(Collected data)

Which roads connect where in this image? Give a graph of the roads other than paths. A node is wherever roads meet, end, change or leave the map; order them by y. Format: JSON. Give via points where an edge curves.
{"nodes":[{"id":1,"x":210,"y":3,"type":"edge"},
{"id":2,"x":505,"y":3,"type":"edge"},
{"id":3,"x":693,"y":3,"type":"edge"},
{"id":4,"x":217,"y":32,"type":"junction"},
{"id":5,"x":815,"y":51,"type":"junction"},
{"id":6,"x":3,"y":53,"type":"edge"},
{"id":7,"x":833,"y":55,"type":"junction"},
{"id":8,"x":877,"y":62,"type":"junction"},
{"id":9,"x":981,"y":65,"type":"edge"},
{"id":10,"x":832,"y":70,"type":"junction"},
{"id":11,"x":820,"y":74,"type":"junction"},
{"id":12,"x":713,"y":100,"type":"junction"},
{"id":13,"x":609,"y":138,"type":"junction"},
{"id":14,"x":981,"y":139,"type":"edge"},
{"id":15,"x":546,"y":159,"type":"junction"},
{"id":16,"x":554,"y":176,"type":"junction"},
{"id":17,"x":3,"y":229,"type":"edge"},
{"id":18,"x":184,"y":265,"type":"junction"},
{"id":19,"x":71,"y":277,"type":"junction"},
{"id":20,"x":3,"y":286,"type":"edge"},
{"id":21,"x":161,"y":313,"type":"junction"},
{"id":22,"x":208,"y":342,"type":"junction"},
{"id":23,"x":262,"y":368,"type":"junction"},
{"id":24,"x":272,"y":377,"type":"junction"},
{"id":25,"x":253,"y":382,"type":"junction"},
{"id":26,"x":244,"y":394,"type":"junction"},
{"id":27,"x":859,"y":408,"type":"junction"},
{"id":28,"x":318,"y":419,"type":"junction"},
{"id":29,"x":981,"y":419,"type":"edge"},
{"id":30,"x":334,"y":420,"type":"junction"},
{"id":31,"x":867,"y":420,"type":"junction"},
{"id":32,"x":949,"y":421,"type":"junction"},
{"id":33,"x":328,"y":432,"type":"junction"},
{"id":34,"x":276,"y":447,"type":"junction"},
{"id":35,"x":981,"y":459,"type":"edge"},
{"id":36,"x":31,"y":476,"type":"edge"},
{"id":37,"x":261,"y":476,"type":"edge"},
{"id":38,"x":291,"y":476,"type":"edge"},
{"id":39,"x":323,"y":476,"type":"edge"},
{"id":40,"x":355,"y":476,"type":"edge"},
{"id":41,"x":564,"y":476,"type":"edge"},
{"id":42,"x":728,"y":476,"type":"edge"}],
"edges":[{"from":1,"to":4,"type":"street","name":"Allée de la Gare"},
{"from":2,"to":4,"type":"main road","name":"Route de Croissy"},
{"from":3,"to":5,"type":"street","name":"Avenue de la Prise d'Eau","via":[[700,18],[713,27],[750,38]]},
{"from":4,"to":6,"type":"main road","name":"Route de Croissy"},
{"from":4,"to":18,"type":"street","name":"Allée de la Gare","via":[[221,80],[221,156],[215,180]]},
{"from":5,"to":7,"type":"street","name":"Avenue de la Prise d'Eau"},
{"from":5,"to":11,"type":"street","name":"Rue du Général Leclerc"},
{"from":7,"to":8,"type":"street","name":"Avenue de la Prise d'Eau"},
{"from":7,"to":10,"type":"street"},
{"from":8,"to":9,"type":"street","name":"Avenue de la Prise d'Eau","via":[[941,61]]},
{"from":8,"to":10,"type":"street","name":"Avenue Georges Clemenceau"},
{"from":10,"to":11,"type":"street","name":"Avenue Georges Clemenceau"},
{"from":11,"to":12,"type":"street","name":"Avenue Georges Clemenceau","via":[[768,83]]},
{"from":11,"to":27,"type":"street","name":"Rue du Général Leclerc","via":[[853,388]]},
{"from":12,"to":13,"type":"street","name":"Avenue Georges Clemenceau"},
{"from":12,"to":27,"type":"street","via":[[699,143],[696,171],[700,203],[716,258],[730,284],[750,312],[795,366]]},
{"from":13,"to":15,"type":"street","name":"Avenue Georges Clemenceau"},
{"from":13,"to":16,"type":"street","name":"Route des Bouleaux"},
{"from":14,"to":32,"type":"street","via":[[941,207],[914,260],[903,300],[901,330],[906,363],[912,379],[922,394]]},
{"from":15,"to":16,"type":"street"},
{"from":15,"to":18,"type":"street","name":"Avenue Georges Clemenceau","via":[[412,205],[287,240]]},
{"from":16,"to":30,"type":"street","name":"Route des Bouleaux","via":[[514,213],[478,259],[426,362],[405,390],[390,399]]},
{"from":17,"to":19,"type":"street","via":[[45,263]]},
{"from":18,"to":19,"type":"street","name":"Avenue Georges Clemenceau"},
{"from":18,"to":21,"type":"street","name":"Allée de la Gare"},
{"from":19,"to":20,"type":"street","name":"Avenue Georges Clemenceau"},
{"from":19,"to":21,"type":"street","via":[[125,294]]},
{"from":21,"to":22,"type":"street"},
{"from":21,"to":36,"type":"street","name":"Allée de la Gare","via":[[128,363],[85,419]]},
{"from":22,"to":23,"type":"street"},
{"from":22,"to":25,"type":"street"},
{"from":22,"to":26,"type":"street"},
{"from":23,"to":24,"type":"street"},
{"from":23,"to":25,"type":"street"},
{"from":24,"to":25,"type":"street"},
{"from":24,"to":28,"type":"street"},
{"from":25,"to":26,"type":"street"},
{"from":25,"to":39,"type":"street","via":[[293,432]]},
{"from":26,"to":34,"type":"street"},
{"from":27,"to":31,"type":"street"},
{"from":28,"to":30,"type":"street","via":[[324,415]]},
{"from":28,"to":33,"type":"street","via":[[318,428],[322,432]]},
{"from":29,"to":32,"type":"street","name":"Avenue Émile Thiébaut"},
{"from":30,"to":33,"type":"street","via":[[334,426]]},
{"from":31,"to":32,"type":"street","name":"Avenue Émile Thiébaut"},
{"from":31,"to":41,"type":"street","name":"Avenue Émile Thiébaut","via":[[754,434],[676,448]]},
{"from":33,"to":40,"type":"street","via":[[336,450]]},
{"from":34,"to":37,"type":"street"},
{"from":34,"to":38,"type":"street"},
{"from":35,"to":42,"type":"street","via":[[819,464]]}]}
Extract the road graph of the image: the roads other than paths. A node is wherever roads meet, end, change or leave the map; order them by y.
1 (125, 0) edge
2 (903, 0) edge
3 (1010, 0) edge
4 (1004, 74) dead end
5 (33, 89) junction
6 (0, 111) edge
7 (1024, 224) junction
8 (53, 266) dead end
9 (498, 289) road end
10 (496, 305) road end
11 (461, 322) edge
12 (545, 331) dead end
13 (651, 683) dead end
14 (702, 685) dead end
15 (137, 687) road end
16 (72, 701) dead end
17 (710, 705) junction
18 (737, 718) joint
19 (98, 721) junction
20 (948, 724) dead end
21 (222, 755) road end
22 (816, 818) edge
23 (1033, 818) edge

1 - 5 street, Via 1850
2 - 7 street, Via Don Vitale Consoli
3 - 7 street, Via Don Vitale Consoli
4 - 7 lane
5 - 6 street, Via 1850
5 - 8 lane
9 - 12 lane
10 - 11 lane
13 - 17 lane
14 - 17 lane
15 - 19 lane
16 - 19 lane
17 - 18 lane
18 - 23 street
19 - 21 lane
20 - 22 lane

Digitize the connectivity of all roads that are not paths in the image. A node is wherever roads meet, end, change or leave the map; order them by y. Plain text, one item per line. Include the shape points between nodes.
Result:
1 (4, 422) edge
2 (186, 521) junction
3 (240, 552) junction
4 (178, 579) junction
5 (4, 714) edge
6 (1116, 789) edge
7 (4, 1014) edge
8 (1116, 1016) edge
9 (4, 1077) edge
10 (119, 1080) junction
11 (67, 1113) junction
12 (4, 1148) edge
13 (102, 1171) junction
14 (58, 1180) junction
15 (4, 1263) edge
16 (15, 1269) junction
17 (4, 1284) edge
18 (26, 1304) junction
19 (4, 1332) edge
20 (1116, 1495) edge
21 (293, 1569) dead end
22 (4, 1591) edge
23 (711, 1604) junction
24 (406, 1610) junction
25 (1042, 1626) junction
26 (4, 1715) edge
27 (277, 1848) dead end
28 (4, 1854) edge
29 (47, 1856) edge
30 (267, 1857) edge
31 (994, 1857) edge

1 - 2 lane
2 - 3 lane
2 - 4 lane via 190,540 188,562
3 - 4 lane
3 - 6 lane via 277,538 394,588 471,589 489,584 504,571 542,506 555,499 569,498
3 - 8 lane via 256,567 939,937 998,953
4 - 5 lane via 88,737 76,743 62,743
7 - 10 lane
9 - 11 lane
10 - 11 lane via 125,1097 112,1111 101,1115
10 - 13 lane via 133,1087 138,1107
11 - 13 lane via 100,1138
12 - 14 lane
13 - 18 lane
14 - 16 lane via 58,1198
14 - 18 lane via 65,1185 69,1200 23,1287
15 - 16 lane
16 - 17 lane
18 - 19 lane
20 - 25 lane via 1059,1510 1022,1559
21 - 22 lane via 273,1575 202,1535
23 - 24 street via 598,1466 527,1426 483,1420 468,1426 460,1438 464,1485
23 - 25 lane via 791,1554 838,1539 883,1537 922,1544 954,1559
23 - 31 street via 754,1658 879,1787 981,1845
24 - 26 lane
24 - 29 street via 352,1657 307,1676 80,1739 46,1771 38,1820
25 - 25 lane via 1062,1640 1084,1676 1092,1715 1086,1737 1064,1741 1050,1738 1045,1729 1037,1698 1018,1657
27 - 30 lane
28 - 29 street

What to work on
Count the lines in the records above that contain the word "dead", and reply with only that number.

Finished exercise
9